我正在使用 TensorFlow 的TextLineDataset读取一个大文本文件。 I want to tokenize the dataset and create a sliding window and separate the tokenized text into two parts - input and label. If the text file has the following texts:我想标记数据集并创建一个滑动 window 并将标记化文本分为两部分 - 输入和 label。如果文本文件具有以下文本:
Lorem ipsum dolor sit amet...
then I want to create sequences of a specified length pre-padded with 0's.然后我想创建预先填充 0 的指定长度的序列。 I want to iterate over the text and use all but the last as input and the last one as the label. So, my target is to first tokenize the texts as something like this:我想遍历文本并将除最后一个以外的所有文本用作输入,最后一个用作 label。因此,我的目标是首先将文本标记为如下所示:
Lorem: 1,
ipsum: 2,
dolor: 3,
sit: 4,
amet: 5,
...
Then create a sequence of let's say a length of 5 like this to train a model:然后创建一个长度为 5 的序列来训练 model:
X_train = [[0, 0, 0, 0, 1], [0, 0, 0, 1, 2], [0, 0, 1, 2, 3], ...]

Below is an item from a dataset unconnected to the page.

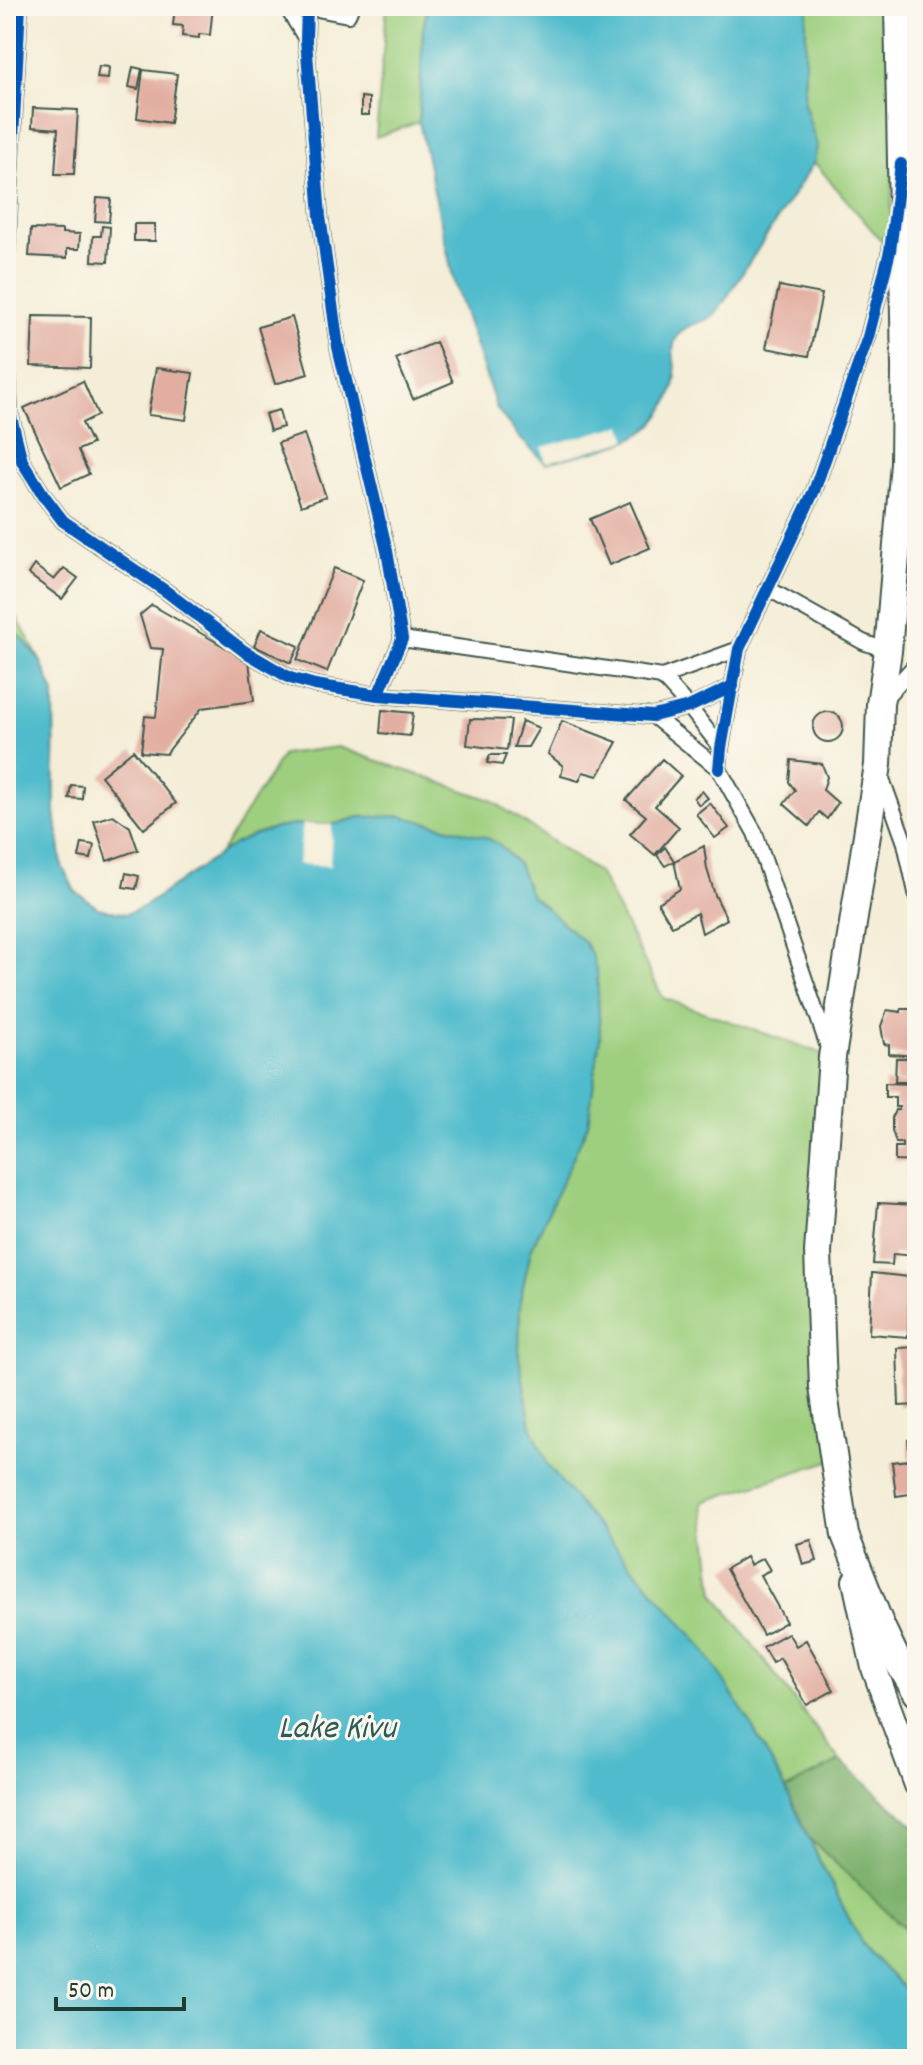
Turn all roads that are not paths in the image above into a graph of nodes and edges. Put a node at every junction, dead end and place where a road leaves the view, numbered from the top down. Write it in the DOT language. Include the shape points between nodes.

y_train = [2, 3, 4, ...] # next word of the sequence in X_train
I am using TextVectorization to tokenize but cannot figure out an efficient way to create the inputs and labels for a large dataset.我正在使用TextVectorization进行标记化,但无法找到一种有效的方法来为大型数据集创建输入和标签。

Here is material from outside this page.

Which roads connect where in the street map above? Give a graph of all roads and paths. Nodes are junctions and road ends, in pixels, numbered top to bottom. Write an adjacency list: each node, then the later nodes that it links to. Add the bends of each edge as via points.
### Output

vectorize_layer = tf.keras.layers.TextVectorization(output_mode='int',
max_tokens=MAX_WORDS,
output_sequence_length=MAX_SEQUENCE_LENGTH)

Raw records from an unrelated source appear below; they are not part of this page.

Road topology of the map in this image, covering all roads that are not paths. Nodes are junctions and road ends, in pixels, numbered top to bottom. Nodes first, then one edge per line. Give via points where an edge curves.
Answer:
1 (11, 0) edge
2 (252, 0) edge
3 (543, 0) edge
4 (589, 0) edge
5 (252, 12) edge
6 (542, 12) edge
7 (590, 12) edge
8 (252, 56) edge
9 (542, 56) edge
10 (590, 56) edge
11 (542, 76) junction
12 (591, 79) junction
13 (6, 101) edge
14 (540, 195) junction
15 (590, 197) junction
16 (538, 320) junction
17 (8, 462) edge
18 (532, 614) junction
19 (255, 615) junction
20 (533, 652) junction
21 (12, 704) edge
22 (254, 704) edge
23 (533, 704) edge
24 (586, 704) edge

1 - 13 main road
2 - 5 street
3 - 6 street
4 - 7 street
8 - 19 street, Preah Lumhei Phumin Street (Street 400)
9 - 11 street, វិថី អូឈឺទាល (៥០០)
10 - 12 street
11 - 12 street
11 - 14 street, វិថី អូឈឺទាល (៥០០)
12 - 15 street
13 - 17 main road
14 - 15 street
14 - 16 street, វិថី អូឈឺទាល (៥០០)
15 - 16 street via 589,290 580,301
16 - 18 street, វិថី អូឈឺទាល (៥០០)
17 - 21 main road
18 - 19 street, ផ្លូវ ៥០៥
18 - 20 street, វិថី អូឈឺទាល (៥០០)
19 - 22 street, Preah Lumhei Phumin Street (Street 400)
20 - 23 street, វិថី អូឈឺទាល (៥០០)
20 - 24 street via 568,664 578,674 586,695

vectorize_layer.adapt(train_data)
train_data = train_data.map(vectorize_layer)
Using a for loop over the dataset would make the device run out of memory trying to allocate a large amount of memory. What is the best way to do this?在数据集上使用 for 循环会使设备用完 memory 并尝试分配大量 memory。执行此操作的最佳方法是什么?
1 个解决方案
解决方案1
2 已采纳 2022-03-31 06:46:11
You could use the sliding window function from tensorflow-text ;您可以使用来自tensorflow-text的滑动 window function ; however, the TextVectorization layer seems to only apply post-padding:然而, TextVectorization层似乎只应用后填充:
import tensorflow as tf
import tensorflow_text as tft
with open('data.txt', 'w') as f:
f.write('Lorem ipsum dolor sit amet, consectetur adipiscing elit. Aliquam efficitur viverra lacus?\n')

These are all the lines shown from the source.